NEGRIN fait venir tous les chefs militaires et il les écoute. Il y a là, les généraux MORIONES, MENENDEZ et ESCOBAR qui commandent les armées du sud ; le général MATALLANA qui est chargé des transports ; l'amiral BUIZA qui représente la marine; le colonel CAMACHO pour l'aviation. Il a surtout le général MIAJA.
C'est d'abord NEGRIN, qui prend la parole pour expliquer que les négociations qu'il a essayé d'avoir avec les Nationalistes ont toutes échouées. Ces tentatives durent depuis le mois de mai 1937. Sa conclusion est qu'il ne reste qu'une seule issue : la résistance jusqu'au bout.
MATALLANA dit que poursuivre la guerre est une folie, les troupes sont épuisées, fatiguées de cette guerre. Ces pauvres gens sont allés bien au delà de leurs forces. Les trois généraux du sud sont tout à fait de son avis. L'amiral brosse un tableau sur le moral de la Marine : les équipages sont arrivés à la conclusion que la République a déjà perdu la guerre ! .

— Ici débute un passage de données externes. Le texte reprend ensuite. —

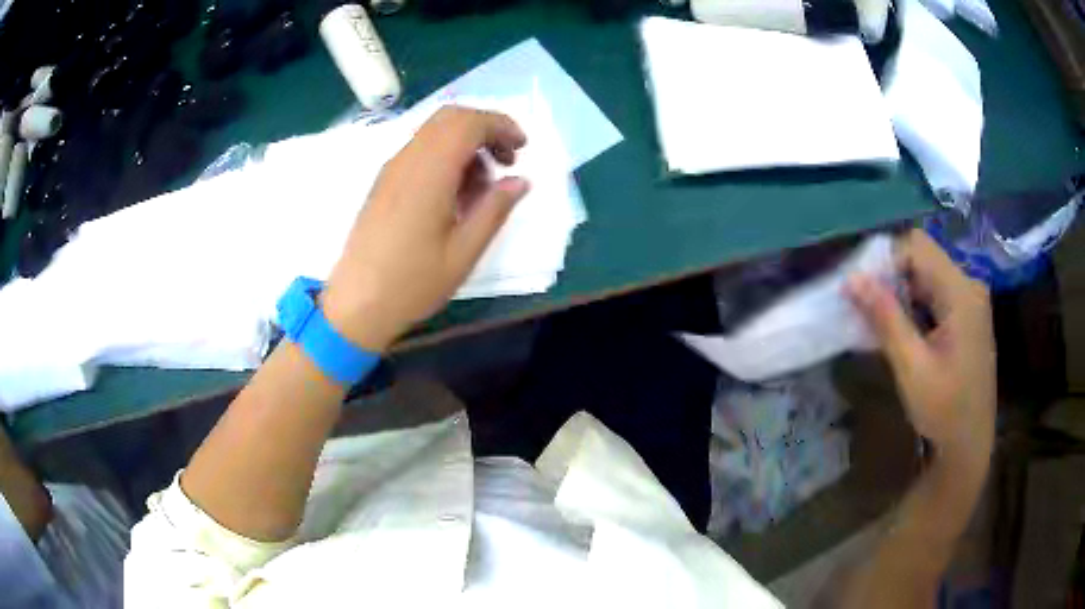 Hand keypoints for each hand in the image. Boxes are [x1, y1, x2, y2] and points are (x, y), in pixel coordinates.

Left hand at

Le colonel CAMACHO, le gouverneur militaire de CARTAGENA, général BERNAL abondent aussi dans ce sens. MIAJA se lève furieux contre tous. Pour le héros de Madrid, il faut résister jusqu'au bout.
NEGRIN le visage sombre, salue tout le monde et rentre à sa résidence sans prendre de décision.
Tout de suite après cette réunion, les généraux, y compris MIAJA d'ailleurs, commencent à faire préparer leurs passeports !. NEGRIN, lui, fait des projets :
Il remplacera CASADO, (par MODESTO) et tous les chefs militaires qu'il vient de voir, par des communistes qui seraient partisans de la poursuite de la guerre. Il nommera aussi JESUS HERNANDEZ inspecteur général des armées et il commence tout de suite par éloigner MATALLANA en lui offrant un poste honorifique pour pouvoir ainsi disposer des Transports.
A Madrid, CASADO apprend que NEGRIN, après avoir donné l'ordre de le relever de son poste, l'a annulé. NEGRIN, au téléphone, nie fermement avoir donné cet ordre(!!). Et le lendemain, NEGRIN fait de CASADO le chef d'Etat-major général du Centre et de MATALLANA le chef d'Etat-major. (!!!???) Comme quoi il ne faut jamais désespérer!!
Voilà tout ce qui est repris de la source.